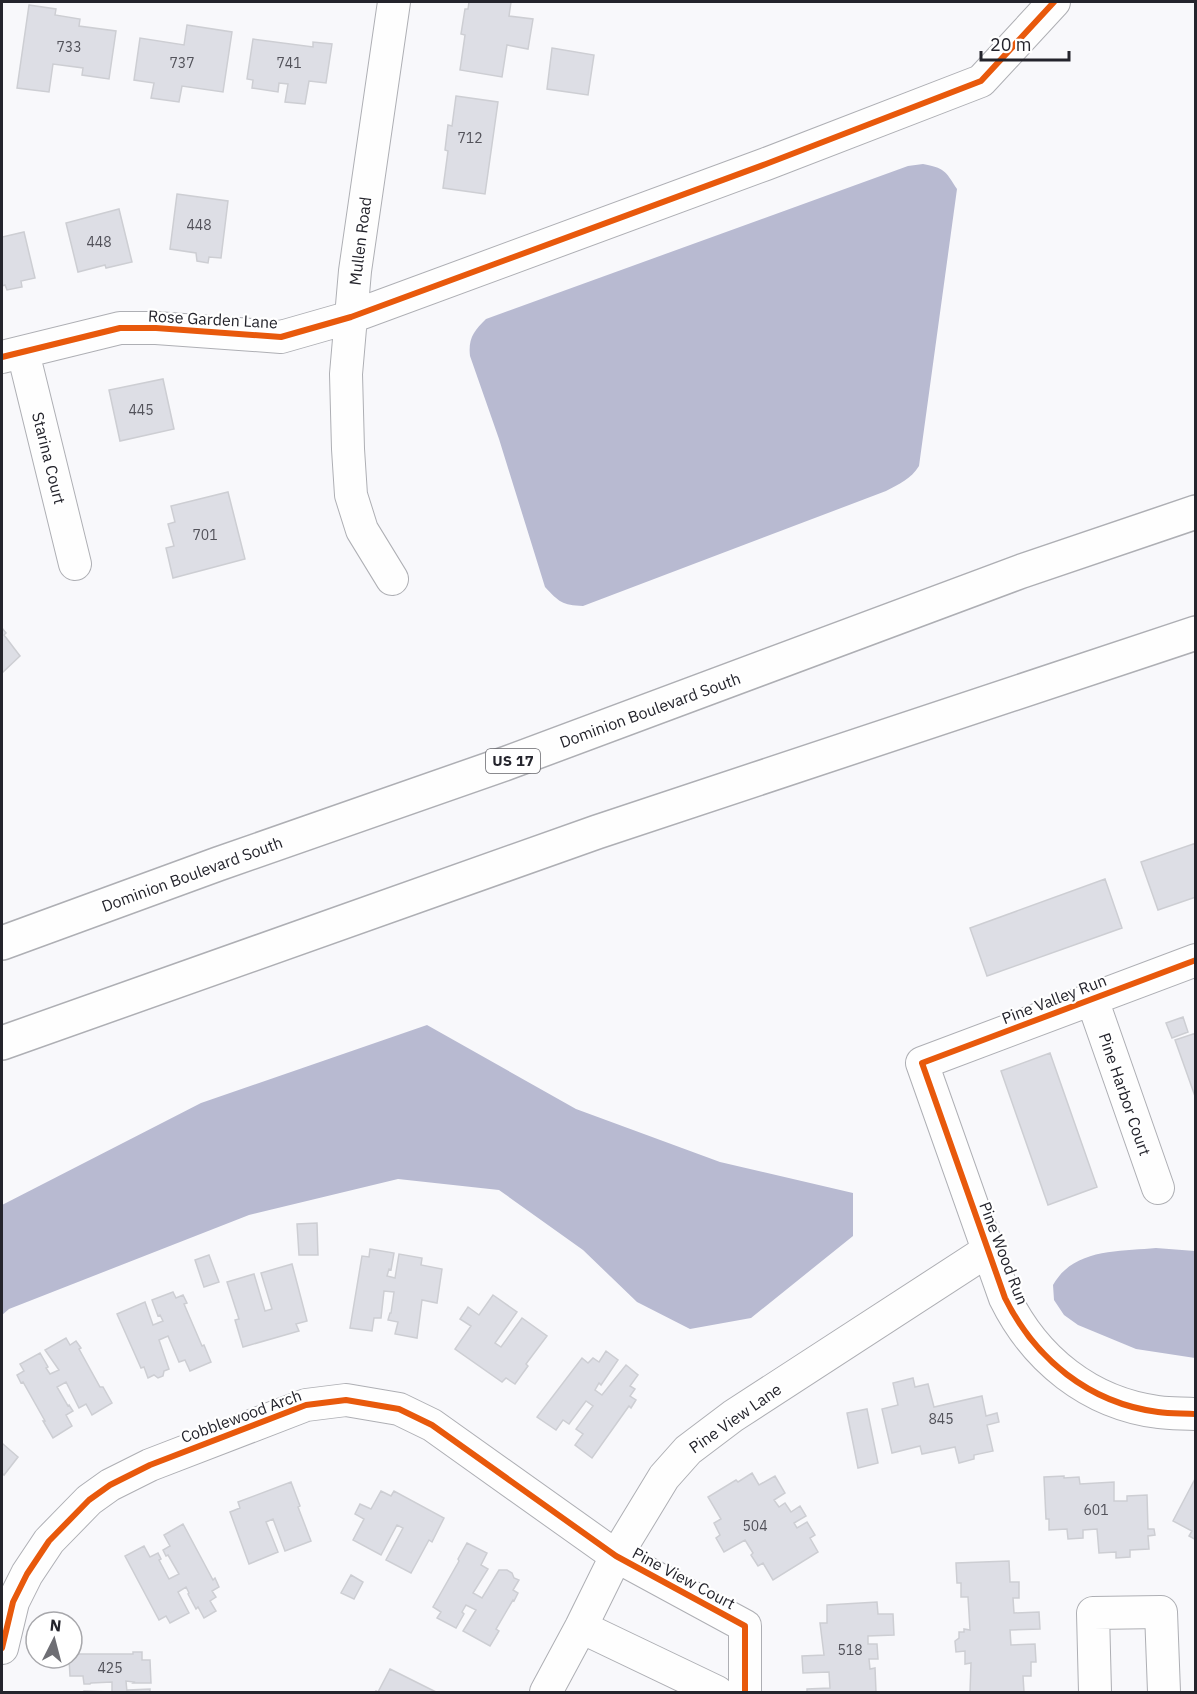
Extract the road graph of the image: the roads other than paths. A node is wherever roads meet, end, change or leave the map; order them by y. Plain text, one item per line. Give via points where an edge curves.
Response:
1 (394, 2) edge
2 (1054, 2) edge
3 (351, 317) junction
4 (12, 355) edge
5 (1196, 498) edge
6 (1196, 512) edge
7 (75, 564) dead end
8 (1022, 571) junction
9 (392, 579) dead end
10 (1196, 633) edge
11 (2, 943) edge
12 (1196, 960) edge
13 (1092, 999) junction
14 (2, 1043) edge
15 (922, 1063) joint
16 (1158, 1188) dead end
17 (987, 1251) junction
18 (1196, 1414) edge
19 (615, 1556) junction
20 (581, 1627) junction
21 (2, 1648) edge
22 (546, 1692) edge
23 (717, 1692) edge
24 (745, 1692) edge
25 (1095, 1692) edge
26 (1164, 1692) edge

1 - 3 street, Mullen Road
2 - 3 street, Rose Garden Lane via 981,81
3 - 4 street, Rose Garden Lane via 281,337 120,328
3 - 9 street, Mullen Road via 346,374 351,495 363,530
4 - 7 street, Starina Court
5 - 8 highway
6 - 8 highway, Dominion Boulevard South
8 - 11 highway, Dominion Boulevard South / US 17 via 507,763
10 - 14 highway via 597,832
12 - 13 street, Pine Valley Run
13 - 15 street, Pine Valley Run
13 - 16 street, Pine Harbor Court
15 - 17 street, Pine Wood Run
17 - 18 street, Pine Wood Run via 1013,1315 1061,1371 1115,1402 1158,1412
17 - 19 street, Pine View Lane via 733,1416 688,1450 664,1477
19 - 20 street, Pine View Lane
19 - 21 street, Cobblewood Arch via 432,1425 399,1409 346,1400 306,1405 150,1465 89,1500 48,1541 27,1574 13,1602
19 - 24 street, Pine View Court via 745,1626
20 - 22 street, Pine View Lane
20 - 23 street
25 - 26 street via 1094,1613 1161,1612

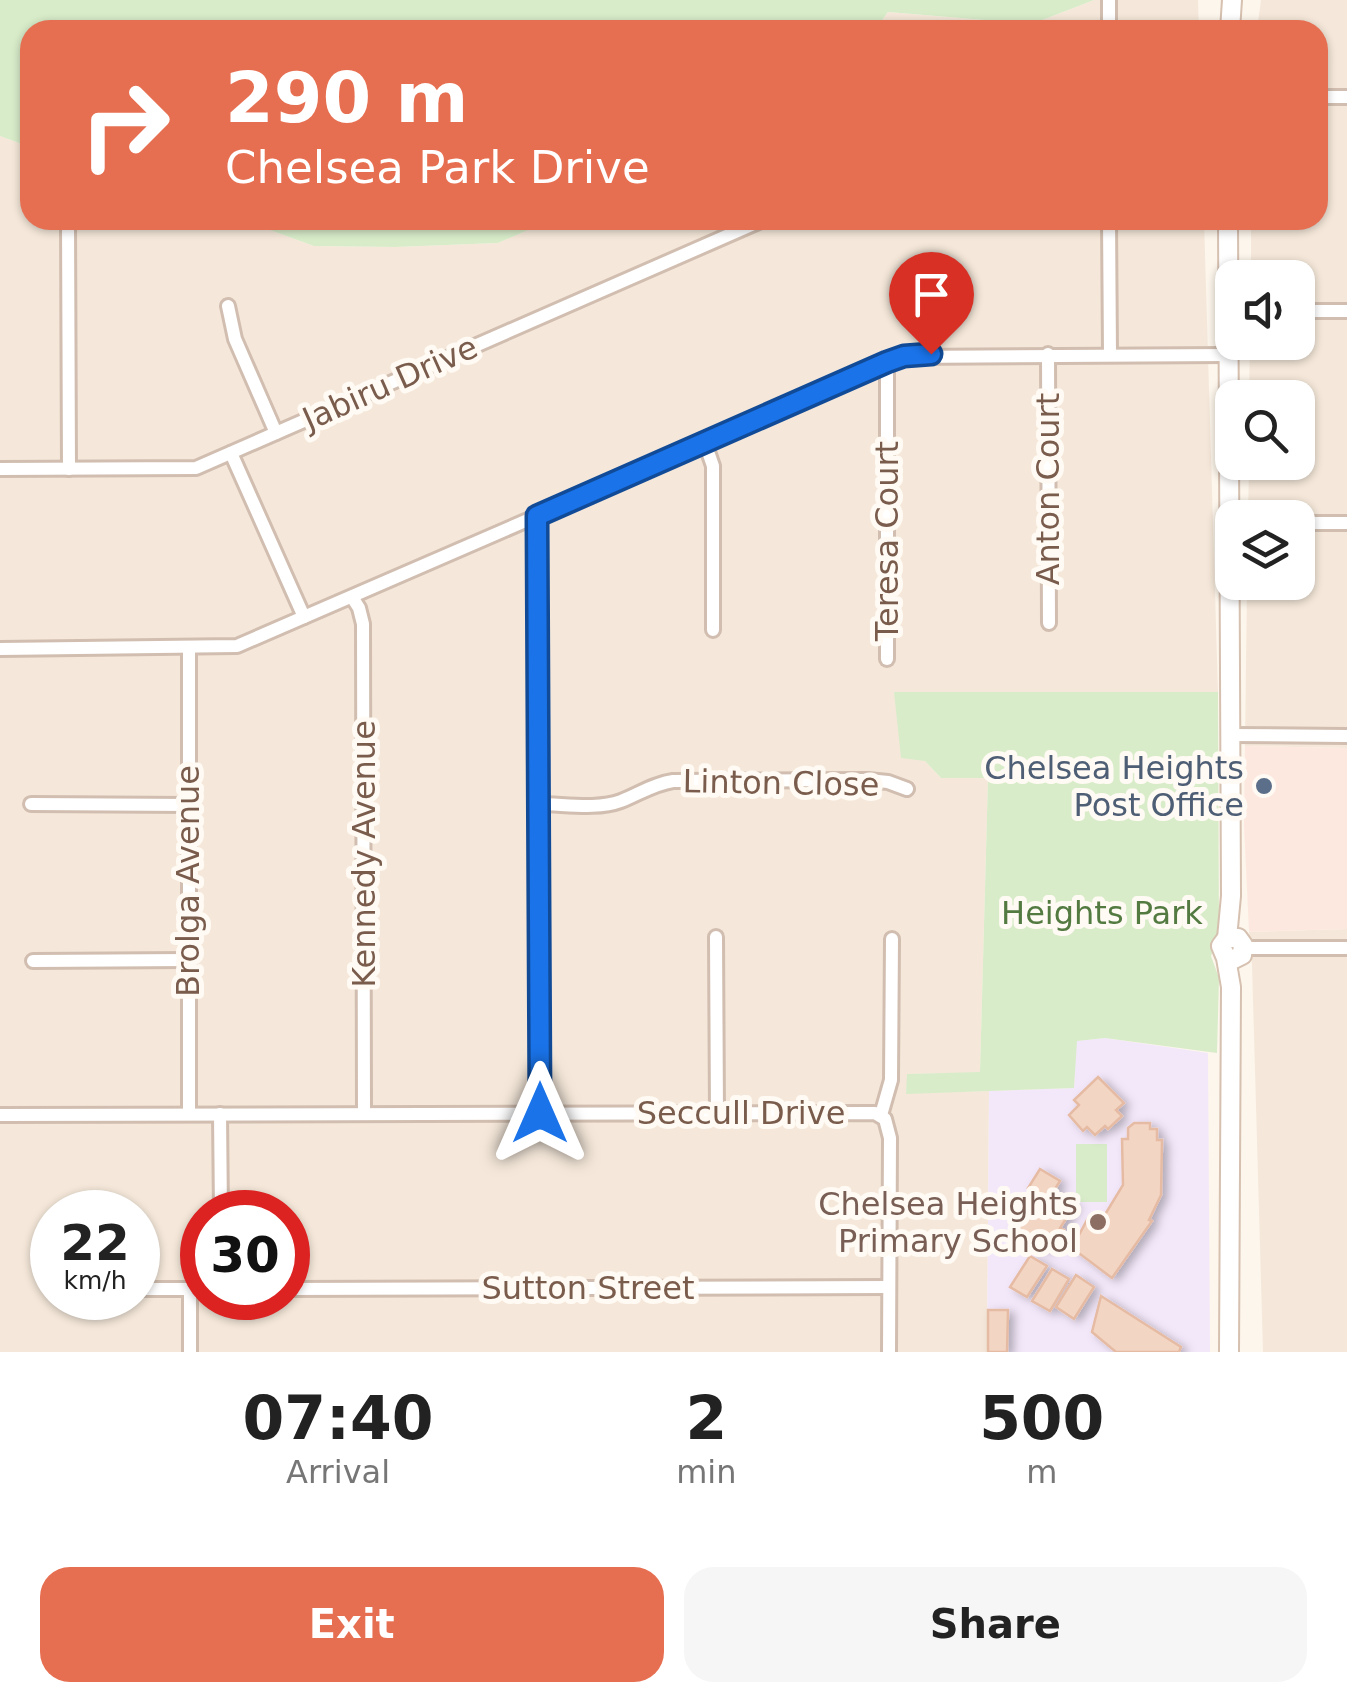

################

# [Exercise details]
Without the pictures, restate all of the entries word for word.

# [Problem solution]
Extract the road graph of the image: the roads other than paths. A node is wherever roads meet, end, change or leave the map; order them by y. Plain text, one item per line. Give via points where an edge curves.
Response:
1 (394, 2) edge
2 (1054, 2) edge
3 (351, 317) junction
4 (12, 355) edge
5 (1196, 498) edge
6 (1196, 512) edge
7 (75, 564) dead end
8 (1022, 571) junction
9 (392, 579) dead end
10 (1196, 633) edge
11 (2, 943) edge
12 (1196, 960) edge
13 (1092, 999) junction
14 (2, 1043) edge
15 (922, 1063) joint
16 (1158, 1188) dead end
17 (987, 1251) junction
18 (1196, 1414) edge
19 (615, 1556) junction
20 (581, 1627) junction
21 (2, 1648) edge
22 (546, 1692) edge
23 (717, 1692) edge
24 (745, 1692) edge
25 (1095, 1692) edge
26 (1164, 1692) edge

1 - 3 street, Mullen Road
2 - 3 street, Rose Garden Lane via 981,81
3 - 4 street, Rose Garden Lane via 281,337 120,328
3 - 9 street, Mullen Road via 346,374 351,495 363,530
4 - 7 street, Starina Court
5 - 8 highway
6 - 8 highway, Dominion Boulevard South
8 - 11 highway, Dominion Boulevard South / US 17 via 507,763
10 - 14 highway via 597,832
12 - 13 street, Pine Valley Run
13 - 15 street, Pine Valley Run
13 - 16 street, Pine Harbor Court
15 - 17 street, Pine Wood Run
17 - 18 street, Pine Wood Run via 1013,1315 1061,1371 1115,1402 1158,1412
17 - 19 street, Pine View Lane via 733,1416 688,1450 664,1477
19 - 20 street, Pine View Lane
19 - 21 street, Cobblewood Arch via 432,1425 399,1409 346,1400 306,1405 150,1465 89,1500 48,1541 27,1574 13,1602
19 - 24 street, Pine View Court via 745,1626
20 - 22 street, Pine View Lane
20 - 23 street
25 - 26 street via 1094,1613 1161,1612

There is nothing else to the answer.